Calcinosis, or calcium deposition in the skin and subcutaneous tissues, occurs in up to 40% of patients within a few years of diagnosis. Risk factors for the development of calcinosis include delayed diagnosis or treatment, TNF-α-308a genotype, and an age younger than 5 years at the time of diagnosis. Calcinosis may regress after disease remission, but complete resolution may take years. The calcinosis associated with JDMS occurs in five distinct patterns: (1) superficial calcinosis on the extremities that does not interfere with function and often regresses spontaneously; (2) deep tumoral muscle calcification in the proximal muscle groups that may interfere with joint motion, may ulcerate, and may require surgical debridement; (3) diffuse and painful calcinosis along myofascial planes that limits joint motion; (4) mixed forms of the former three types; and (5) extensive exoskeleton-like calcium deposits that result in severe functional limitations.

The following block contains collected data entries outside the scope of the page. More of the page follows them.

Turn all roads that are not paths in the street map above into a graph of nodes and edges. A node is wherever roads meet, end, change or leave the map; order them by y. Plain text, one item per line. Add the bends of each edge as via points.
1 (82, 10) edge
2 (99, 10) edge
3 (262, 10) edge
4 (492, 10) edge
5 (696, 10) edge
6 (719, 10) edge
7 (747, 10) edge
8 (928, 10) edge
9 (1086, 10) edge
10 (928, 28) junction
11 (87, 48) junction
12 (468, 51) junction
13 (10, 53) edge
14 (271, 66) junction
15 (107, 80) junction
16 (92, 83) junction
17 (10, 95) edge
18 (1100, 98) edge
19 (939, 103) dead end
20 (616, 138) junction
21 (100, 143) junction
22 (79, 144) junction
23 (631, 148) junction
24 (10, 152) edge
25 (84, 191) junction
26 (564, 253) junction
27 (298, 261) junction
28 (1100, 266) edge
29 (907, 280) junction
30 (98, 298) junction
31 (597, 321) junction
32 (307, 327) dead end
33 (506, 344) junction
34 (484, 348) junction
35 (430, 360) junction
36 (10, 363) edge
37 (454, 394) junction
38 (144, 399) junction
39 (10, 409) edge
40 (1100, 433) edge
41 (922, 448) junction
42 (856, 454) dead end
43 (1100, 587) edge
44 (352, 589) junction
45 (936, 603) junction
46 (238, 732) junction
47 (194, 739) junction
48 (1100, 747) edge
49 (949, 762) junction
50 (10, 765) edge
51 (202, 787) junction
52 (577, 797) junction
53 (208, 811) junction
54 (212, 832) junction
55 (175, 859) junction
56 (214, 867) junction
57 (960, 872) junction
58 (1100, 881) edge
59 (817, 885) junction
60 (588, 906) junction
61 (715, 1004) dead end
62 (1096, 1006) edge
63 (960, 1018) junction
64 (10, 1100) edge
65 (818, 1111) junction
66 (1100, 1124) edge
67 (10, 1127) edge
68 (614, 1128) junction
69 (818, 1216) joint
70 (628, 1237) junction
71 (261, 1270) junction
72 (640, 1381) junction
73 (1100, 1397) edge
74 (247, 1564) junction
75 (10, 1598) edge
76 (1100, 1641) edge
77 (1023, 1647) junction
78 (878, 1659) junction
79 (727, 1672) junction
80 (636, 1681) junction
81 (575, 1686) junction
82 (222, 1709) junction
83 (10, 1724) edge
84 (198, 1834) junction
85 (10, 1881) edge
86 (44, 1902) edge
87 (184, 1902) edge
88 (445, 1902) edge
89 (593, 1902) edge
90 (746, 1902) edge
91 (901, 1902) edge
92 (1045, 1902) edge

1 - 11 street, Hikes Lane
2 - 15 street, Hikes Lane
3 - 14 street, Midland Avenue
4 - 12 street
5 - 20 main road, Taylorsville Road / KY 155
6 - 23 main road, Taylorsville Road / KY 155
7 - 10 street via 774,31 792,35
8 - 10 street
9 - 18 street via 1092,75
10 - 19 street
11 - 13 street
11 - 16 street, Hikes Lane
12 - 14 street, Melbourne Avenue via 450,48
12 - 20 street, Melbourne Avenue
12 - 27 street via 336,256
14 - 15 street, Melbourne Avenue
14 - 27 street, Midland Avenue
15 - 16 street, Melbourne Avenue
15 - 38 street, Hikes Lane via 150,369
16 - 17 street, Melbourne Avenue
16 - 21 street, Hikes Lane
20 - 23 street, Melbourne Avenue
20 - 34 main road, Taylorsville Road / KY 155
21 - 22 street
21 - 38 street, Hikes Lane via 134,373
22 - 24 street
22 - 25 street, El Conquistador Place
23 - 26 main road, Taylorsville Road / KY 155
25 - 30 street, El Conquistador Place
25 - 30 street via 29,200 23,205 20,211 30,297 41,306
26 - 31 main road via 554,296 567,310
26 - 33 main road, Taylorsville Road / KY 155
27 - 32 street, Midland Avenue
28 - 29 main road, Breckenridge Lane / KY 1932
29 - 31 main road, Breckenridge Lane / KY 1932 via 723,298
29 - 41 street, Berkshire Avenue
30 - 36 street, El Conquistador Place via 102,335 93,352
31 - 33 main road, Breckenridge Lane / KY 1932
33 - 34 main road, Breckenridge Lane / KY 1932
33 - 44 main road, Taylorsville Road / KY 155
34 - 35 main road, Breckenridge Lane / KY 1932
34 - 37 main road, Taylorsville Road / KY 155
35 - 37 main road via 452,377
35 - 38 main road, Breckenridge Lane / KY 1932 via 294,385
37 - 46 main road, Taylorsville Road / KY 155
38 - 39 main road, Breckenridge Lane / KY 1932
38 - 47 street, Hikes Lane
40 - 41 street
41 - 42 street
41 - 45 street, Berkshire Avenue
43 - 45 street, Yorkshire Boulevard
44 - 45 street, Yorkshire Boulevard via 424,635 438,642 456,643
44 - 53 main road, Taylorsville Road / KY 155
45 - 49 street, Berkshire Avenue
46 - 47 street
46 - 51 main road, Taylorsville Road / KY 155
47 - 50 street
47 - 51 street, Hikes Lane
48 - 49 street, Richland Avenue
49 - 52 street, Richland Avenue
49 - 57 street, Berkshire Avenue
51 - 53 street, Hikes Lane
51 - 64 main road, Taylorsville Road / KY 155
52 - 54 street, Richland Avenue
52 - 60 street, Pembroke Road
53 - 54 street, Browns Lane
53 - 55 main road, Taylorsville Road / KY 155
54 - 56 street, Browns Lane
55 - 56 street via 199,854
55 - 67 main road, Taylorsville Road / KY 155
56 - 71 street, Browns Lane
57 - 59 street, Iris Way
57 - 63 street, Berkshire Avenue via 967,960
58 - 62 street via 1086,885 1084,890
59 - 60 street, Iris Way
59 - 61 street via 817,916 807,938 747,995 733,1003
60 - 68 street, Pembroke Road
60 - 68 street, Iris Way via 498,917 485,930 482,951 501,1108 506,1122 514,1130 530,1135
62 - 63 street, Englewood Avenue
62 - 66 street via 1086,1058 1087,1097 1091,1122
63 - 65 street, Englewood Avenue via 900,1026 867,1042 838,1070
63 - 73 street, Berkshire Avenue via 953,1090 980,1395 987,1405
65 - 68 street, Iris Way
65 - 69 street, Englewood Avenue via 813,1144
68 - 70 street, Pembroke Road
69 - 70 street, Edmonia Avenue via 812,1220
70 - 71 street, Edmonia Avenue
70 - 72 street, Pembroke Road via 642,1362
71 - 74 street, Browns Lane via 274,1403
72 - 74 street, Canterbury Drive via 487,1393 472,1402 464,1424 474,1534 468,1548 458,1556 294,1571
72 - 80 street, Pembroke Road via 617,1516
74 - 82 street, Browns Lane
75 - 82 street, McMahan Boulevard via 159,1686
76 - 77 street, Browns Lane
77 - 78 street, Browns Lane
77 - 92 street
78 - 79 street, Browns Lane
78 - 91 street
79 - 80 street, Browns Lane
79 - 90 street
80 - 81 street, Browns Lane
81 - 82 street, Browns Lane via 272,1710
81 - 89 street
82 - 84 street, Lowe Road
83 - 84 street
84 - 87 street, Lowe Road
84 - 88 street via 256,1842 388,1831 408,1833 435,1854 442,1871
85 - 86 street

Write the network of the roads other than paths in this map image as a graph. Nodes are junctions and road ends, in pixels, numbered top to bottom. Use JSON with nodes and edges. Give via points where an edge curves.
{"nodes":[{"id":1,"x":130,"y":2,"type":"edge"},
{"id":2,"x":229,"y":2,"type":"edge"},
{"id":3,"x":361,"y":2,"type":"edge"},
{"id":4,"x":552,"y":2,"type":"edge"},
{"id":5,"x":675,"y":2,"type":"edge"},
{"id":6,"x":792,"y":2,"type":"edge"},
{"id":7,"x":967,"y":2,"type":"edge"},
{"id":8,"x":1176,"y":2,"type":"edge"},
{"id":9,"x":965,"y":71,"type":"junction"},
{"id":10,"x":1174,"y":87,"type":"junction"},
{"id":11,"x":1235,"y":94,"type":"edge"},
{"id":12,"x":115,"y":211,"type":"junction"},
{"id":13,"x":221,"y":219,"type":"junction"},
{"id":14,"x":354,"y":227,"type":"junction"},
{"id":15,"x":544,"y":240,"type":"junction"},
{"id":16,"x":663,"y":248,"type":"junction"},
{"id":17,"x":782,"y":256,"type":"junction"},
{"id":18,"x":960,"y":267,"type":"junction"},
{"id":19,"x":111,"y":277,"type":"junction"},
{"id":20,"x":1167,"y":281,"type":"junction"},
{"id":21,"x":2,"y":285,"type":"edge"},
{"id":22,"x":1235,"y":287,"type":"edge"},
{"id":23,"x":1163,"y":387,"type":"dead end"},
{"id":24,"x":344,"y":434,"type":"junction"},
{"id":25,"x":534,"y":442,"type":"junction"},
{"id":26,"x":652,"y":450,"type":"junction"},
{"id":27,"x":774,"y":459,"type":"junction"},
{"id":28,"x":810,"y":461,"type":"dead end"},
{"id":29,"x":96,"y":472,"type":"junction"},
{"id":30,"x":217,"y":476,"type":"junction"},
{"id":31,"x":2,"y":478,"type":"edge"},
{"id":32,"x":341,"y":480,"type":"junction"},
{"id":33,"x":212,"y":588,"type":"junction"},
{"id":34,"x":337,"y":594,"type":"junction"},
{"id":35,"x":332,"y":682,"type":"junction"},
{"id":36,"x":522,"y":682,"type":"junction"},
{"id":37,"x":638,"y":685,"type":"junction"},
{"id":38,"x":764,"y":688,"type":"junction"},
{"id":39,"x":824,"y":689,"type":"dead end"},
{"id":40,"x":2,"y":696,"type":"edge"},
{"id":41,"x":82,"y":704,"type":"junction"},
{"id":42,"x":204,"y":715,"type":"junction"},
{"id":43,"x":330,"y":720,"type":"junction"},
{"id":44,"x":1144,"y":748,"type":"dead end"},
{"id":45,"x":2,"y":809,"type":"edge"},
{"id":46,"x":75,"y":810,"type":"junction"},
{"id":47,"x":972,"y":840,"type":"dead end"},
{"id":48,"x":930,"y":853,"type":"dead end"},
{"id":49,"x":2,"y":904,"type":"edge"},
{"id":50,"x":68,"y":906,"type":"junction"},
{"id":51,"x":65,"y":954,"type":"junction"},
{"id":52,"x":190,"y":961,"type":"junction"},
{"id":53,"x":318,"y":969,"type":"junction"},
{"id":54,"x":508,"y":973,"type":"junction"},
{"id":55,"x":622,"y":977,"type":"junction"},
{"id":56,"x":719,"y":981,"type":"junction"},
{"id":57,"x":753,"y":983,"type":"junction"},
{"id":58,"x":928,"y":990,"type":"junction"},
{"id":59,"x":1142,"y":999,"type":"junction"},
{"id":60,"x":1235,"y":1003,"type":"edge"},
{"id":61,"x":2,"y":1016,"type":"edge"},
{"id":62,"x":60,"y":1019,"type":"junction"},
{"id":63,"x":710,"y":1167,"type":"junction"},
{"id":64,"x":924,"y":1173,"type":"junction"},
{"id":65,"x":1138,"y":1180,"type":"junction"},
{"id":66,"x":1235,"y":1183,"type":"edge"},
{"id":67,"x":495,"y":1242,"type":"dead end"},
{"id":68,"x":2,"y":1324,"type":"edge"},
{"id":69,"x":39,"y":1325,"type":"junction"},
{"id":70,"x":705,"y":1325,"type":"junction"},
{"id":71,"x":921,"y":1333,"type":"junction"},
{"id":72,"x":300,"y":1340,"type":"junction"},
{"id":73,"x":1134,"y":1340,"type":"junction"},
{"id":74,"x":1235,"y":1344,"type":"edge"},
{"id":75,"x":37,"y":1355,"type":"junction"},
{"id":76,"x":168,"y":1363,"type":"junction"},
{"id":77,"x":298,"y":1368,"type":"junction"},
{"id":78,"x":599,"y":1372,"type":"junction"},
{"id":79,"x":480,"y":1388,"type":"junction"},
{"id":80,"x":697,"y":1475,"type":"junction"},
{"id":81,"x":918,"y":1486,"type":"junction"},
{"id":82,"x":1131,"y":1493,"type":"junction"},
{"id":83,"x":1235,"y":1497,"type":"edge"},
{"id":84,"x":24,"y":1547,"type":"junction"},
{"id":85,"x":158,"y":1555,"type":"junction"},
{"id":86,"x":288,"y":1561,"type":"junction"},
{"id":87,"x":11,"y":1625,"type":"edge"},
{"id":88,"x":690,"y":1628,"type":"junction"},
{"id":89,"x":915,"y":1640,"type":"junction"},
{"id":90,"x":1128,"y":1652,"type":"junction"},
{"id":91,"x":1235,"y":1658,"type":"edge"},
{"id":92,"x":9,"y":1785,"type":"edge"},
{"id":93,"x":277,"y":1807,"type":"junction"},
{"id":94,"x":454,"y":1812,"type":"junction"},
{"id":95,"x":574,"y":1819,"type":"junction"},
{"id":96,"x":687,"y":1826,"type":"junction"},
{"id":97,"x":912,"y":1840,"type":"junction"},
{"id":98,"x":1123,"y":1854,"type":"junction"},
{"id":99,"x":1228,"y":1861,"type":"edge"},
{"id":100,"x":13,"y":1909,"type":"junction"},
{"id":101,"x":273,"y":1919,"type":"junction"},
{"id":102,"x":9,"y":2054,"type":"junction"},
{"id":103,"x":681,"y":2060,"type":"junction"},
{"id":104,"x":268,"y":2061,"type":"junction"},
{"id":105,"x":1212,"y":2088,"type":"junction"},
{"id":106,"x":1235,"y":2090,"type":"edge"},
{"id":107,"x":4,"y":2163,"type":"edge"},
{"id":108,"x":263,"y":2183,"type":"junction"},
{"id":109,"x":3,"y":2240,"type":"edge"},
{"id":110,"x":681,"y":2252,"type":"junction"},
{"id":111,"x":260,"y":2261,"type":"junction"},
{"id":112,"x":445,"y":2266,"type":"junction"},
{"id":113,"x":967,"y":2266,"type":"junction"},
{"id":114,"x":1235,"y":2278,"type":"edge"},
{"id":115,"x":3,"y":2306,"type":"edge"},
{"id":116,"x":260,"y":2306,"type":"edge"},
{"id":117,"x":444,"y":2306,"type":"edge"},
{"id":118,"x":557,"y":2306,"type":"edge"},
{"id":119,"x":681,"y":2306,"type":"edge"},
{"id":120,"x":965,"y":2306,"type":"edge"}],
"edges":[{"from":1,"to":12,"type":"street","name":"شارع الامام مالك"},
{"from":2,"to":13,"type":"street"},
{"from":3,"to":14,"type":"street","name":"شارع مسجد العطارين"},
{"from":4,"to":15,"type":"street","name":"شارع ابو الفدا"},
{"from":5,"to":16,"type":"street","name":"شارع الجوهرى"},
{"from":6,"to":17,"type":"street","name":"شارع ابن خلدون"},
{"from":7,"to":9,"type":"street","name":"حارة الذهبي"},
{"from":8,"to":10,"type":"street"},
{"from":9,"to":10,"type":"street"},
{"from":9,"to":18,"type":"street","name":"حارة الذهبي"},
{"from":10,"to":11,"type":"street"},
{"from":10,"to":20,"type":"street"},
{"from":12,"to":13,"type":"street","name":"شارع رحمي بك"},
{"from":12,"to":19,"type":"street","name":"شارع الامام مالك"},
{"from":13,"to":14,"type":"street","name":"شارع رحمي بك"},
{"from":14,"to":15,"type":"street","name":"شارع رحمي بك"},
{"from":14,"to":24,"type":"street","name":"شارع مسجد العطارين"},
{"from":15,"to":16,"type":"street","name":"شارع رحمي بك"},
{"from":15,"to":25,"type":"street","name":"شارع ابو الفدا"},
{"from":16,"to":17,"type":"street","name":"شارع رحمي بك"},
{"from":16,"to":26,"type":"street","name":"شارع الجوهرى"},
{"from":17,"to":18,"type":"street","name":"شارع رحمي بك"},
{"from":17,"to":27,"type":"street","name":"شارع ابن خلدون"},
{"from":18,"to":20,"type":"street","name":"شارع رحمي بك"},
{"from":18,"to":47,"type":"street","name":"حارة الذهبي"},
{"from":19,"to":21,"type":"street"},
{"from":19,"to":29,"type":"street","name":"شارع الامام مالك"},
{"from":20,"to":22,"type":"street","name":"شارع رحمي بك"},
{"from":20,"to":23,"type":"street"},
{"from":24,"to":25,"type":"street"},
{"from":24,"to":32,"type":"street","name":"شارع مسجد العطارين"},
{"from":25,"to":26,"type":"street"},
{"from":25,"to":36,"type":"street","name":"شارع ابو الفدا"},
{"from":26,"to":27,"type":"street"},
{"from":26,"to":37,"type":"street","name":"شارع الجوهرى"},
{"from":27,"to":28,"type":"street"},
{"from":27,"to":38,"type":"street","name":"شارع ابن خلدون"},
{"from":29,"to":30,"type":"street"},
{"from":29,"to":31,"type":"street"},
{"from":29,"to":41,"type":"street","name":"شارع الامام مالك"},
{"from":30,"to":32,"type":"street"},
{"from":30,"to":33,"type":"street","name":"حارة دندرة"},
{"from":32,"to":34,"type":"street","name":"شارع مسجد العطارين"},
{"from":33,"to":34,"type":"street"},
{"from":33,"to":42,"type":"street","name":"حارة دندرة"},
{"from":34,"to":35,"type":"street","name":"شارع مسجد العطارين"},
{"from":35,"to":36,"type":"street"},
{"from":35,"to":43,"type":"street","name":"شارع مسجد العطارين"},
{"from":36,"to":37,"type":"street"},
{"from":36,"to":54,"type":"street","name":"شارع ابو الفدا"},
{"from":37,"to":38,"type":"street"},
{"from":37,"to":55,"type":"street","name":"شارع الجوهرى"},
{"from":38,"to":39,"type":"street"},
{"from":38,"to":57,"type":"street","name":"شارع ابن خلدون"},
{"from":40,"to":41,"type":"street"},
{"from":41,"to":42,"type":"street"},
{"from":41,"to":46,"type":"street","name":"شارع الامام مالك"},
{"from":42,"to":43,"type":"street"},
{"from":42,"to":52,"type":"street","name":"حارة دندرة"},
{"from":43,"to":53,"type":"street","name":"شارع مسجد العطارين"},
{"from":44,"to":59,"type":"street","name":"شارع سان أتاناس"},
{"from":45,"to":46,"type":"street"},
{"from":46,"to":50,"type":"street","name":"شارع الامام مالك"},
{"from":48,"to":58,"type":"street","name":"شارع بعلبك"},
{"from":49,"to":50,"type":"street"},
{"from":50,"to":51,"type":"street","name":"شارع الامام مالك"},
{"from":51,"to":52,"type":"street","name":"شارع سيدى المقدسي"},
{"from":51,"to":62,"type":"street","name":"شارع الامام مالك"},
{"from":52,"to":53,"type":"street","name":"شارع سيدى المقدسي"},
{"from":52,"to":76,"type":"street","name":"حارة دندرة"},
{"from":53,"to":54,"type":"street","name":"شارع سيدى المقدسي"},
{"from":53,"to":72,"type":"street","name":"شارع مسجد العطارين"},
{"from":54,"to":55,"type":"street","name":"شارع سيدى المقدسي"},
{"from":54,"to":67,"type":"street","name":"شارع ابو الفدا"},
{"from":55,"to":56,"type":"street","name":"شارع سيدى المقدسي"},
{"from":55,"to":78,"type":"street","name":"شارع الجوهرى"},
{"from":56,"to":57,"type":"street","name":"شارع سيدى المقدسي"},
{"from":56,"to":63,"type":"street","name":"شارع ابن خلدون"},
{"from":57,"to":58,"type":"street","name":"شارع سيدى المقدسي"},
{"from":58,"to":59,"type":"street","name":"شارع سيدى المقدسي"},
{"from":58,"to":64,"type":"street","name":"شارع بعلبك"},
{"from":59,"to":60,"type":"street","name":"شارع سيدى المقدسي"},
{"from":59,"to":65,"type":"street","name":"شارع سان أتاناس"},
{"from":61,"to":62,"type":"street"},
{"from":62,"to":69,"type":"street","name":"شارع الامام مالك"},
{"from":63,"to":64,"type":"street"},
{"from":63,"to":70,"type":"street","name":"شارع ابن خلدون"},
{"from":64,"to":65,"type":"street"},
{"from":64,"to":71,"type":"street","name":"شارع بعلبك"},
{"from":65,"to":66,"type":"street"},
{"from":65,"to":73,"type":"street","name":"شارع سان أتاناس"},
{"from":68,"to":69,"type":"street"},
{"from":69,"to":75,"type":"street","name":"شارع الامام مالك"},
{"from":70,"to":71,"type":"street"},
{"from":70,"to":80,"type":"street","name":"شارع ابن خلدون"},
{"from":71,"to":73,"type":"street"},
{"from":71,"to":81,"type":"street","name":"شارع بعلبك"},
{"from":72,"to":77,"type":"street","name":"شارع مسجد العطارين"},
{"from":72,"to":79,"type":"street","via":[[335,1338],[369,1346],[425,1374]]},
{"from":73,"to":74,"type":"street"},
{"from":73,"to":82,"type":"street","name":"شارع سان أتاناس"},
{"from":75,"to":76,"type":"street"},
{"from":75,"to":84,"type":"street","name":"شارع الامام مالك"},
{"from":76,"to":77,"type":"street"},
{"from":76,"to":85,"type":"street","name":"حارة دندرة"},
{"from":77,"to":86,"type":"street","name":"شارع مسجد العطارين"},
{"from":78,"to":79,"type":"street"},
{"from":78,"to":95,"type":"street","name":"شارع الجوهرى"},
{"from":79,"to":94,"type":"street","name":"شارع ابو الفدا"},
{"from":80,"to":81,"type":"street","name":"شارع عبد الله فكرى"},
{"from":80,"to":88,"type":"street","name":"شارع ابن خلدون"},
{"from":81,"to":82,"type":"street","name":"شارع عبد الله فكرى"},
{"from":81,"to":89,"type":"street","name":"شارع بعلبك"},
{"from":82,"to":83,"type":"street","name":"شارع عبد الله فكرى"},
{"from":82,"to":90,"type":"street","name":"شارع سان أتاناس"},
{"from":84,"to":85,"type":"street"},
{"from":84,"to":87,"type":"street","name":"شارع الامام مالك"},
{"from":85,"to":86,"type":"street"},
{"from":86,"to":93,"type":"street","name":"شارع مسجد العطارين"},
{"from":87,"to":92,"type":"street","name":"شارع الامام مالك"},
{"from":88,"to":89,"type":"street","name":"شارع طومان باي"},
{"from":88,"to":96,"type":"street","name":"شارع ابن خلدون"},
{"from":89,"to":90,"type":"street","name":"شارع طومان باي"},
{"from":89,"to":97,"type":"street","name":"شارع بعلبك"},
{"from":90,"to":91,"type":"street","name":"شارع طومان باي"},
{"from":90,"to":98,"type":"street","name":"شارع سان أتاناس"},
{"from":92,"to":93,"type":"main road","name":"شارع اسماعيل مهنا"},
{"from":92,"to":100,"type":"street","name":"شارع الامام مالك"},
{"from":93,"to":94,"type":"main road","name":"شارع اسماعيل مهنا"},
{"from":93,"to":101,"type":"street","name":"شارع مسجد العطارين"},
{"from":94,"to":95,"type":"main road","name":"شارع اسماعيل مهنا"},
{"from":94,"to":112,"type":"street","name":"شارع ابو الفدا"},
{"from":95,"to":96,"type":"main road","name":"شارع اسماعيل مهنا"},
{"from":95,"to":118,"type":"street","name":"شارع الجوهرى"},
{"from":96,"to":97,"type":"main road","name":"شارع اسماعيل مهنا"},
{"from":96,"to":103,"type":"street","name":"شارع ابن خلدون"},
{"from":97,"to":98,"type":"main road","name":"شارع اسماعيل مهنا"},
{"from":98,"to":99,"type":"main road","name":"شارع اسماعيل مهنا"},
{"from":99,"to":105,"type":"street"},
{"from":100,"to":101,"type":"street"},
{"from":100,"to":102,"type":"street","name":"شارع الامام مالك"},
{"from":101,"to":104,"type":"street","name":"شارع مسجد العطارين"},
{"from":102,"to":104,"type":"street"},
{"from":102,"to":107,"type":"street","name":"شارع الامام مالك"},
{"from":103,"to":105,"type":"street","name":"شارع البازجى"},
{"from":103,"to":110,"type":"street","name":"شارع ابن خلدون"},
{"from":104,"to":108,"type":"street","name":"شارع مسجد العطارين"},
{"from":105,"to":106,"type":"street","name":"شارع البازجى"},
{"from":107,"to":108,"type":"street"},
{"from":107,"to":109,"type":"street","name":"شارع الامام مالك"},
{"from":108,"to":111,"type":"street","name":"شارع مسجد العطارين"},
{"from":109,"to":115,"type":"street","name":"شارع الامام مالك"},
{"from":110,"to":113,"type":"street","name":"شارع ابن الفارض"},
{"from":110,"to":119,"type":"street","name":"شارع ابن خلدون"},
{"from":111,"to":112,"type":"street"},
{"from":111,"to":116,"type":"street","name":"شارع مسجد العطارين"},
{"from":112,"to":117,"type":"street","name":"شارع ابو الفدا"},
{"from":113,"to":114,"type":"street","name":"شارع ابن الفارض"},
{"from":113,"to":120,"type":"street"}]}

Other less common skin manifestations associated with JDMS are “mechanics’ hands” (thickening of the margins of the palms and radial surfaces of the hands), the shawl sign (macular erythema on the posterior neck and shoulders), the V sign (macular erythema on the anterior neck and chest), and poikiloderma vasculare atrophicans (circumscribed violaceous erythema with associated telangiectasia, hypopigmentation or hyperpigmentation, and superficial atrophy). The scalp may also be involved with seborrhea-like scaling, atrophy, and alopecia. Lipodystrophy is often underappreciated and may be present in 20% to 50% of children; it may be associated with insulin resistance, decreased glucose tolerance, acanthosis nigricans, and elevated triglycerides.